Гурька сидел на корточках и рассматривал примулы в обрамлении волнистых розеток упругих листьев, когда сзади подкрался Юрка, двоюродный брат.
— Ага, Гурий Иванович! — ломающимся скрипучим голоском протянул он. — Цветочки нюхаем? Что, в садоводы-любители заделался? Изволите секатор подать или
этот, как его, распылитель? — Юрка шаркнул ногой по дорожке, поклонился, нагнув лобастую голову, прищурив синие пронзительные и насмешливые глаза.Гурька повернулся, глянул снизу вверх на долговязого братца, и без замаха, одним ударом кулака, отправил Юрку на землю, и с сожалением покачал головой оттого, что Юрка угодил ногой в примулы.
Тут же из дома выбежала тётя Надя. Она всё видела в окно и отвесила Гурьке два, как ей казалось, крепких шлепка. Гурька снисходительно поморщился. Мать вот тоже так, накричит, огреет полотенцем или шлепков закатит. Совсем не больно. Но чтобы поддержать в ней самодовольство воспитателя, Гурька гримасничает, хлюпает носом, иногда артистично выдавит слезу, а самого душит смех.
— Смотри у меня, — погрозила пальцем тётя Надя и ушла.
Юрка выбрался из грядки, отряхнулся, потёр подбородок, на котором зрел синяк.
— А ты, брательник, хоть и Гурий Иванович, да к тому же садовод, парень всё-таки что надо. Консенсуса достигнем.
— Чего? — удивился Гурька.
— Иначе говоря, согласия. Москву тебе покажу. Правда, до неё ещё на автобусе тарахтеть и тарахтеть, но всё ближе, чем до твоего Сорок Седьмого.
Гурькиному шахтёрскому посёлку даже названия собственного не дали, только номер — Сорок Седьмой. Там и домов-то настоящих не было, только длинные амбары-бараки.

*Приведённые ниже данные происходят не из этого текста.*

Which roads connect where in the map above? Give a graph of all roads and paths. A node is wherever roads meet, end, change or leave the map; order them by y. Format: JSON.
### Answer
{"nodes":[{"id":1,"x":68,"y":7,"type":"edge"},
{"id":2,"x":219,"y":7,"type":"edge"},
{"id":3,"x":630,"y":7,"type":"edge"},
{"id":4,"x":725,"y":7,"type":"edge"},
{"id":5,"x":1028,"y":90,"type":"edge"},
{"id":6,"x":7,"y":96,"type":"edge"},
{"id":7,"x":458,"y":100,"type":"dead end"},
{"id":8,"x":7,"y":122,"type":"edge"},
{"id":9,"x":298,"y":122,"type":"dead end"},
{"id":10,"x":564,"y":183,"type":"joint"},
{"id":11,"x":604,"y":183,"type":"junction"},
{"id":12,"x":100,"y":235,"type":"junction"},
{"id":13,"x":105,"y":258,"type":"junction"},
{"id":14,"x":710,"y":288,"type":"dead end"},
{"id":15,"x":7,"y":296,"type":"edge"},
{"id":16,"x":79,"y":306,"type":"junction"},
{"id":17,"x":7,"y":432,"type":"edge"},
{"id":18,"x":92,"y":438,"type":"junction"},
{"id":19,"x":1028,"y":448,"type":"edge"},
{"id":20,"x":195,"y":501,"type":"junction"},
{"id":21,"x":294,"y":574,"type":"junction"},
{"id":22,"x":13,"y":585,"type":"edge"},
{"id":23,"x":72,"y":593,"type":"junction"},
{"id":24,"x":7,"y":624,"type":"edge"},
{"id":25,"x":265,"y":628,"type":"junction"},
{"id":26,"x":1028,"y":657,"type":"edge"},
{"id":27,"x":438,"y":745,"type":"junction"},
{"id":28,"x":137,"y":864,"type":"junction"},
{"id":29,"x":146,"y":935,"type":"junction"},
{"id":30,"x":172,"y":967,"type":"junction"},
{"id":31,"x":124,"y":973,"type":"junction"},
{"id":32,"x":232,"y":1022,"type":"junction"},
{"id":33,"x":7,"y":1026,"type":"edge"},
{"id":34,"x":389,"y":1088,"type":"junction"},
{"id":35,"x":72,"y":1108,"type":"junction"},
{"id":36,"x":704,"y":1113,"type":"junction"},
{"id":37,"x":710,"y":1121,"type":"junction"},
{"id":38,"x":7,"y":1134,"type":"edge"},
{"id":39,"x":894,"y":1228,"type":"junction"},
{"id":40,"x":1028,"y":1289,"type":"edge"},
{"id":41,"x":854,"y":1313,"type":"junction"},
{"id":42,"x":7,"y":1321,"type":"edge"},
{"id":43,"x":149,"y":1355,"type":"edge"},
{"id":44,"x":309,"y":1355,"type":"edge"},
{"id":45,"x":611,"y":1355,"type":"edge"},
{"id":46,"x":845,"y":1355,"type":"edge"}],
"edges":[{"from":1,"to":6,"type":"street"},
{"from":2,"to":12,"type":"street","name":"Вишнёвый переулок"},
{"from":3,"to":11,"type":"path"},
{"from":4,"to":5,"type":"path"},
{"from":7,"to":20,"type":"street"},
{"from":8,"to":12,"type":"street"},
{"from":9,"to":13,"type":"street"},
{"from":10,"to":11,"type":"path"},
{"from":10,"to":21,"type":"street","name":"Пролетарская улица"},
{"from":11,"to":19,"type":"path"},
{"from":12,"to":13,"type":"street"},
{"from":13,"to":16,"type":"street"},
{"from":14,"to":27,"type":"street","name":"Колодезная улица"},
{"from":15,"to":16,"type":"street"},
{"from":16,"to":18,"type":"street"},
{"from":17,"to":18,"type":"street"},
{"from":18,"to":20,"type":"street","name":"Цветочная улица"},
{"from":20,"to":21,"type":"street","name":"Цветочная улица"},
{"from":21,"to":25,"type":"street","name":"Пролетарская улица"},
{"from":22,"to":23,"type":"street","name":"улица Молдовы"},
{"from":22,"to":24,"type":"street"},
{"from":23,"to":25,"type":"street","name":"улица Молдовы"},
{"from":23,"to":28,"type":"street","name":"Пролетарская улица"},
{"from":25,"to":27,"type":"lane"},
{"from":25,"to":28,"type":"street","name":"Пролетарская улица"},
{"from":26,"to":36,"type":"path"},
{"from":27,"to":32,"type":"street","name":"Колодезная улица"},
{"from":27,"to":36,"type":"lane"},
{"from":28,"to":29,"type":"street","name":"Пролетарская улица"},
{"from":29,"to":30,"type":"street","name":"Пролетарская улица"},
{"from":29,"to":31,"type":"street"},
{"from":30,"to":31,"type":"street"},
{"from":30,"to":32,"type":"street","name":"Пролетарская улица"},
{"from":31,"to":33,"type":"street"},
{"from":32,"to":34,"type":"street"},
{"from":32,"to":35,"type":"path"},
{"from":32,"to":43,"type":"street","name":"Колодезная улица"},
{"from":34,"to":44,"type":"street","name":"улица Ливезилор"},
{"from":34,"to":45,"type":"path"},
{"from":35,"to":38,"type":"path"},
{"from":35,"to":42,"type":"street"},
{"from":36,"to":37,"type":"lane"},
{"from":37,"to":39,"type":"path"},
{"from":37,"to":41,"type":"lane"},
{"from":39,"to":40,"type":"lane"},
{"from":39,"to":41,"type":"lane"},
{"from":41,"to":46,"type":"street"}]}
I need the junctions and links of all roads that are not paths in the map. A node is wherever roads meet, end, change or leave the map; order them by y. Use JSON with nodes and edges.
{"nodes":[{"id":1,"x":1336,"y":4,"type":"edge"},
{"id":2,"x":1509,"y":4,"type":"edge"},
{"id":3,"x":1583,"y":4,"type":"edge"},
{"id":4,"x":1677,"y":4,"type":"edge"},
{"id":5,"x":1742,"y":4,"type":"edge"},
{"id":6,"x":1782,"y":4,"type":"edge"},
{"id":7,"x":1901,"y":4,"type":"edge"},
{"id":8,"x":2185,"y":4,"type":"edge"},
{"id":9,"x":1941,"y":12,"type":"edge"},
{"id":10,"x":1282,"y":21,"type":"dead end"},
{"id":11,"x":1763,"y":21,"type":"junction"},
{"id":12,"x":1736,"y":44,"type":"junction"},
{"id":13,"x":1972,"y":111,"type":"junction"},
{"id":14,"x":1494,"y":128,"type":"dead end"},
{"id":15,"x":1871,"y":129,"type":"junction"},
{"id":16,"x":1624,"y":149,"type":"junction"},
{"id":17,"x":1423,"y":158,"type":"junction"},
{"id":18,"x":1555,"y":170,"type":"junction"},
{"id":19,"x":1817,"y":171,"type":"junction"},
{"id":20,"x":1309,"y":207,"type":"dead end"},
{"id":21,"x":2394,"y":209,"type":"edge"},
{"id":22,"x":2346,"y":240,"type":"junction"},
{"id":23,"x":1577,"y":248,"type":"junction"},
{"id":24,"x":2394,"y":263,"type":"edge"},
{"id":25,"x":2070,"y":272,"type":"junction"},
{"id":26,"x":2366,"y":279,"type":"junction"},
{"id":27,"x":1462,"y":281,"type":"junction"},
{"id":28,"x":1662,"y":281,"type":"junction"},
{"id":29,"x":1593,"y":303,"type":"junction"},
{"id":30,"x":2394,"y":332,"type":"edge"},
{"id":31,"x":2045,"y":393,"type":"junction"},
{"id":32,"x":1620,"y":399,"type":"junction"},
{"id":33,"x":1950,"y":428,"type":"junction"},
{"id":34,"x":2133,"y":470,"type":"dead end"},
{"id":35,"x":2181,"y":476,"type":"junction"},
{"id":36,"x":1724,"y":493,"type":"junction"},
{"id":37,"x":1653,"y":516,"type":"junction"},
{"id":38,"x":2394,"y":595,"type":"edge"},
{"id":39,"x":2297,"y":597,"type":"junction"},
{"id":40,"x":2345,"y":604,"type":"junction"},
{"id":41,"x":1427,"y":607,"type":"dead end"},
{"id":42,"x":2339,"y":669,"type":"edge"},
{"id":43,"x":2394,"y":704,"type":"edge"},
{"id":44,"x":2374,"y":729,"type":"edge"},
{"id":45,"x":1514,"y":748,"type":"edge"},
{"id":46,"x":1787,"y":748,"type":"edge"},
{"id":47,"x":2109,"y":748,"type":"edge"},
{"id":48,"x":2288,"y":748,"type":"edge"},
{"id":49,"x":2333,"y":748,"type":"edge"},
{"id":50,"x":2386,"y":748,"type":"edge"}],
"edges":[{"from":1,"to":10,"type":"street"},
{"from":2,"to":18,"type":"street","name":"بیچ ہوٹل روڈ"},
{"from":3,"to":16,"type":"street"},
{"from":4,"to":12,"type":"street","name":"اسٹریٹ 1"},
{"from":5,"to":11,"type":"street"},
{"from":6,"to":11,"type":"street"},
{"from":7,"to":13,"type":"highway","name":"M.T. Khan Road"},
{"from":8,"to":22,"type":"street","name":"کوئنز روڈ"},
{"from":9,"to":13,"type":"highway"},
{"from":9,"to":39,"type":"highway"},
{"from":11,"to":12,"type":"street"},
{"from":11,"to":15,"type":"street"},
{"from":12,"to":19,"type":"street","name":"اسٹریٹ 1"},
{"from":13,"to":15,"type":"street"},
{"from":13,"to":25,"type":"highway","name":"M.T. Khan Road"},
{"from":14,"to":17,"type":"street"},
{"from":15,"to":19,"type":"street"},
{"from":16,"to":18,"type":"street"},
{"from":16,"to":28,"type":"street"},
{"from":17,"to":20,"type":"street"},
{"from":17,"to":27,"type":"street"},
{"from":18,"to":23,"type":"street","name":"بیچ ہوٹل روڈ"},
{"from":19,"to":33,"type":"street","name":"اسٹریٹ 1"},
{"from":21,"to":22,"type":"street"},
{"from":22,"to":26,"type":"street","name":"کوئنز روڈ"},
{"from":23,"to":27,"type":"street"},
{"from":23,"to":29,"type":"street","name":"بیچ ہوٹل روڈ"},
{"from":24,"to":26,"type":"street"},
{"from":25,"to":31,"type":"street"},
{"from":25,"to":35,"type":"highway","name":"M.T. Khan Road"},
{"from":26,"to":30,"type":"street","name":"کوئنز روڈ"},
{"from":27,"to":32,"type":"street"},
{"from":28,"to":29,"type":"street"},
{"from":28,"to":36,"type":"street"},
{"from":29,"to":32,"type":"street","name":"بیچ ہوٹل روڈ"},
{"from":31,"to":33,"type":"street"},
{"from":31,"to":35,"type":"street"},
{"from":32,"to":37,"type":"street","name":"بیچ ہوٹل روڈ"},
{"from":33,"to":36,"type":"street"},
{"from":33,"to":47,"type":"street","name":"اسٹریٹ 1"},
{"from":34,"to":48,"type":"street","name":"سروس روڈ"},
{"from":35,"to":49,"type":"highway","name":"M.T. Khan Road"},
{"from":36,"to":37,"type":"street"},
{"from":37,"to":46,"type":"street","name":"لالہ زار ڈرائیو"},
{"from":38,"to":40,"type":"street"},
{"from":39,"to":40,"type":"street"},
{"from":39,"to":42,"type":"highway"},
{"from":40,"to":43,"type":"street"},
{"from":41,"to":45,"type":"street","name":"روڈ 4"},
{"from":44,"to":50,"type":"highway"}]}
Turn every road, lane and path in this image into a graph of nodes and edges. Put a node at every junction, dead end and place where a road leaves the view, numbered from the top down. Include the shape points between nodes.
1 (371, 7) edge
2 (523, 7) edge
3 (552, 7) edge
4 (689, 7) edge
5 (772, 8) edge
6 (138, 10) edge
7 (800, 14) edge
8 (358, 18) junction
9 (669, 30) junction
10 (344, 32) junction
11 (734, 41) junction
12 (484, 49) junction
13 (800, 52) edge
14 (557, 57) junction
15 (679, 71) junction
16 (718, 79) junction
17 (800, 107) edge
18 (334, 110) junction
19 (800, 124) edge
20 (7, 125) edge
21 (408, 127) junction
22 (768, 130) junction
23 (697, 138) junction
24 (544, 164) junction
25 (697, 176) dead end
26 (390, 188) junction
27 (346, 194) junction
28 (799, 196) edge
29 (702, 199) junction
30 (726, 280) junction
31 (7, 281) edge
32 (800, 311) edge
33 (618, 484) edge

Счастливчиков отселили в отдельные домики, которые построили на окраине Сорок Седьмого, а остальным расширили жилплощадь, и каждый обзавёлся своим выходом, крыльцом и палисадником с гулькин нос. Вот там и густели, и «жирели» неприхотливые «космические» и «золотые шары».
В двух смежных комнатах окнами в палисад жили Гурька с матерью и дед с бабушкой — родители матери. Отец — шахтёр, снабдивший Гурьку чудаковато-старомодным именем, исчез через месяц после рождения сына. Мать отчего-то свято верила, что он подался на Крайний Север, дескать, всегда мечтал работать в Заполярье. Гурька не разубеждал её, хотя знал, что отец живёт с другой семьёй в Сорок Девятом, соседнем посёлке. И однажды Гурька рванул в Сорок Девятый на старом чихающем автобусе, который бороздил унылые, почти безлесные пространства между номерными шахтёрскими посёлками…
Подмосковье ослепило Гурьку солнцем, весенним, жарким, цветами в огородах, садиках, в вёдрах у дороги, разноцветными домиками с зелёными, красными и даже розовыми черепичными крышами. Это всё выглядело игрушечным, было похоже на картинку из книжки, особенно по сравнению с унылыми красками Сорок Седьмого, где крыши были серо-чёрные из толя и шифера.
Серый шифер лежал на крышах тех домов, что побогаче.
С чёрными крышами оставались бревенчатые бараки, где брёвна были почти чёрные от старости. Коротким летом бараки раскалялись, и казалось, вот-вот вспыхнут, как угольки.
У материной сестры — тёти Нади, к которой Гурька прибыл погостить на несколько дней и поглазеть на Москву, — домик был голубой, почти бирюзовый, с резными наличниками и фронтонами. Такой маленький, лёгкий и ажурный, словно сказочный, пряничный. Внутри и снаружи чистенький, с уютными закуточками, тюлем на окошках и геранью, махровой розовой и красной на белых подоконниках.
В Гурькиной комнате в Сорок Седьмом подоконник был пошире, серый, занозистый, устланный пожелтевшими газетами. Там у окна, между рамами которого торчали пучки рыжеватого мха и где стёкла промерзали насквозь, обрастая серебристой корочкой льда, у Гурьки процветало садовое царство.